With the deluge of studies and evaluations that testify to the resounding failure of public tubewell programs in Eastern UP and elsewhere in India, cessation of support to such programs should be a forgone conclusion; however, this is far from the case. In many states, new programs—mostly donor supported--are afoot to make new investments in group-owned and managed minor irrigation assets, or to rehabilitate past investments. This steadfast devotion of donors and governments to the notion that the poor can access benefits of groundwater irrigation only through government or community managed tubewells seems particularly unfounded in Eastern India where the conditions are best suited for small-scale owner managed tubewells. In Eastern UP, at least, the public tubewell program tried to harness scalar economies and new technologies—such as deep tubewells, piped distribution and dedicated power supply—to cover 100 ha or more of design command under each tubewell. But in many other East Indian states, government departments are building small tubewells of the type that private farmers have and operate these through a bureaucracy at levels, which do not even cover their operators’ salary. At the end of a spell of fieldwork in Puri district of Orissa, I found:

“ Of the 99 Lift Irrigation (LI) schemes that Orissa Lift Irrigation Corporation’s (OLIC) Pipli office is responsible in these three blocks, 61 are functional; last year (1997-98), according to OLIC records, these irrigated 1113 acres (average/LI: 18.2 acres) and collected irrigation fee of Rs 2,16,600 (average/LI: Rs 3550; average/acre: Rs 194.6). The economics of the LI's seem designed for unviability in perpetuity. Four new schemes were constructed in 1996-97 at a total cost of Rs 24 lakh; if this represents the general picture, the average 5 hp LI which commands an average of 6-7 acres costs Rs 6 lakh apiece or Rs 90,000+/acre or over Rs 200000/ha of net irrigated area commanded! Farmers build irrigation potential at 1/10th of this cost. This must be among the costliest irrigation potential created in a region, which abounds in ground and surface water. It is crazy that DRDAs and NABARD are throwing away good money after bad, but it is even crazier that a thoughtful donor like KFW keeps supporting OLIC’s new LI schemes (Shah 1998b).”
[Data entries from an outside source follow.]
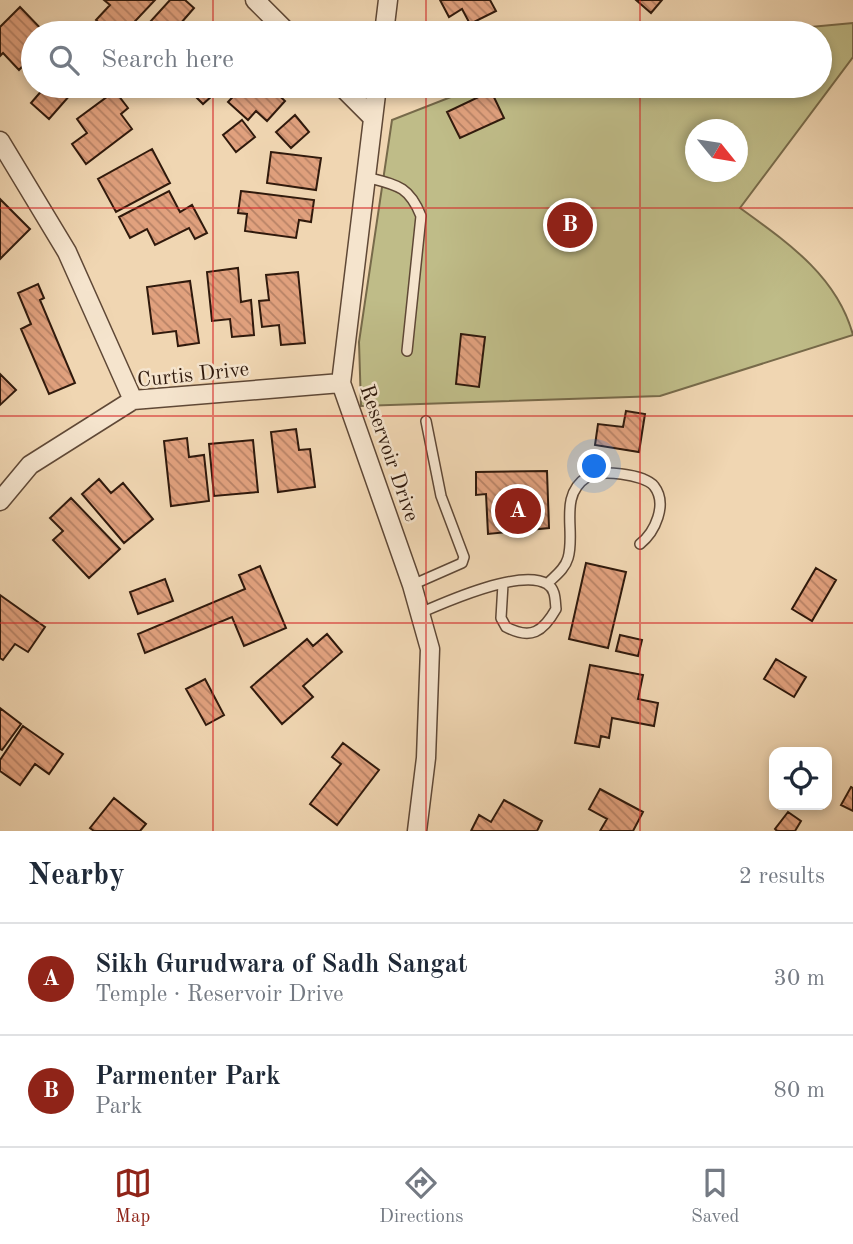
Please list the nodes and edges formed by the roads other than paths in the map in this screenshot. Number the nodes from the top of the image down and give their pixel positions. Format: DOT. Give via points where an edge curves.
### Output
graph roads {
  1 [pos="255,0"];
  2 [pos="388,0"];
  3 [pos="276,21"];
  4 [pos="385,21"];
  5 [pos="353,98"];
  6 [pos="376,98"];
  7 [pos="373,118"];
  8 [pos="0,141"];
  9 [pos="366,177"];
  10 [pos="407,351"];
  11 [pos="341,383"];
  12 [pos="134,400"];
  13 [pos="426,421"];
  14 [pos="0,500"];
  15 [pos="640,544"];
  16 [pos="503,584"];
  17 [pos="547,584"];
  18 [pos="412,585"];
  19 [pos="420,613"];
  20 [pos="416,831"];
  1 -- 3 [label="street"];
  2 -- 4 [label="street"];
  5 -- 7 [label="street"];
  6 -- 7 [label="street, Reservoir Drive"];
  7 -- 9 [label="street, Reservoir Drive"];
  8 -- 12 [label="street" via="67,253"];
  9 -- 10 [label="lane" via="404,189 414,197 421,216"];
  9 -- 11 [label="street, Reservoir Drive"];
  11 -- 12 [label="street, Curtis Drive"];
  11 -- 18 [label="street, Reservoir Drive"];
  12 -- 14 [label="street, Curtis Drive" via="30,465"];
  13 -- 18 [label="lane" via="440,496 464,557 463,563"];
  15 -- 17 [label="lane" via="656,526 659,504 655,488 647,480 604,472 587,476 570,498 569,556"];
  16 -- 17 [label="lane" via="531,579"];
  16 -- 17 [label="lane" via="501,618 506,627 531,635 540,632 556,609 554,591"];
  16 -- 19 [label="lane" via="469,590"];
  18 -- 19 [label="street, Reservoir Drive"];
  19 -- 20 [label="street, Reservoir Drive" via="431,673"];
}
Similarly, in assessing the effectiveness of the Dutch-supported minor irrigation program in North Bengal, I found that:

‘..the critical challenge of minor irrigation development—and, indeed, of overall agrarian growth—in North Bengal is of dealing with the pump capital scarcity.. of raising its pump density of around 1-3 pumps/100 ha of net sown area to 25-40. This requires programs designed to put the pump into the hands of the poor.. North Bengal, instead, has been busy building minor irrigation miscellanies that guzzle funds but make little net addition to minor irrigation. Most of India gave up building new public TWs and big community-managed river lift irrigation schemes 15 years ago; but North Bengal—which does not need deep tubewells in the first place—has continued building them. [Then, the] use of buried pipeline distribution systems in North Bengal—a flat terrain with the marginal value of groundwater at sub-zero levels—seems to be a doubtful strategy. True, large group tubewells with buried pipelines are doing well in North Gujarat and Maharashtra where farmers have money and enterprise but not groundwater. North Bengal’s farmers have too much water but no pump capital; collective management of lift irrigation systems is neither necessary nor worthwhile for them. The correct minor irrigation strategy for Gujarat is clearly a wrong minor irrigation strategy for North Bengal; it should be the obverse of it (Shah 1998a). ’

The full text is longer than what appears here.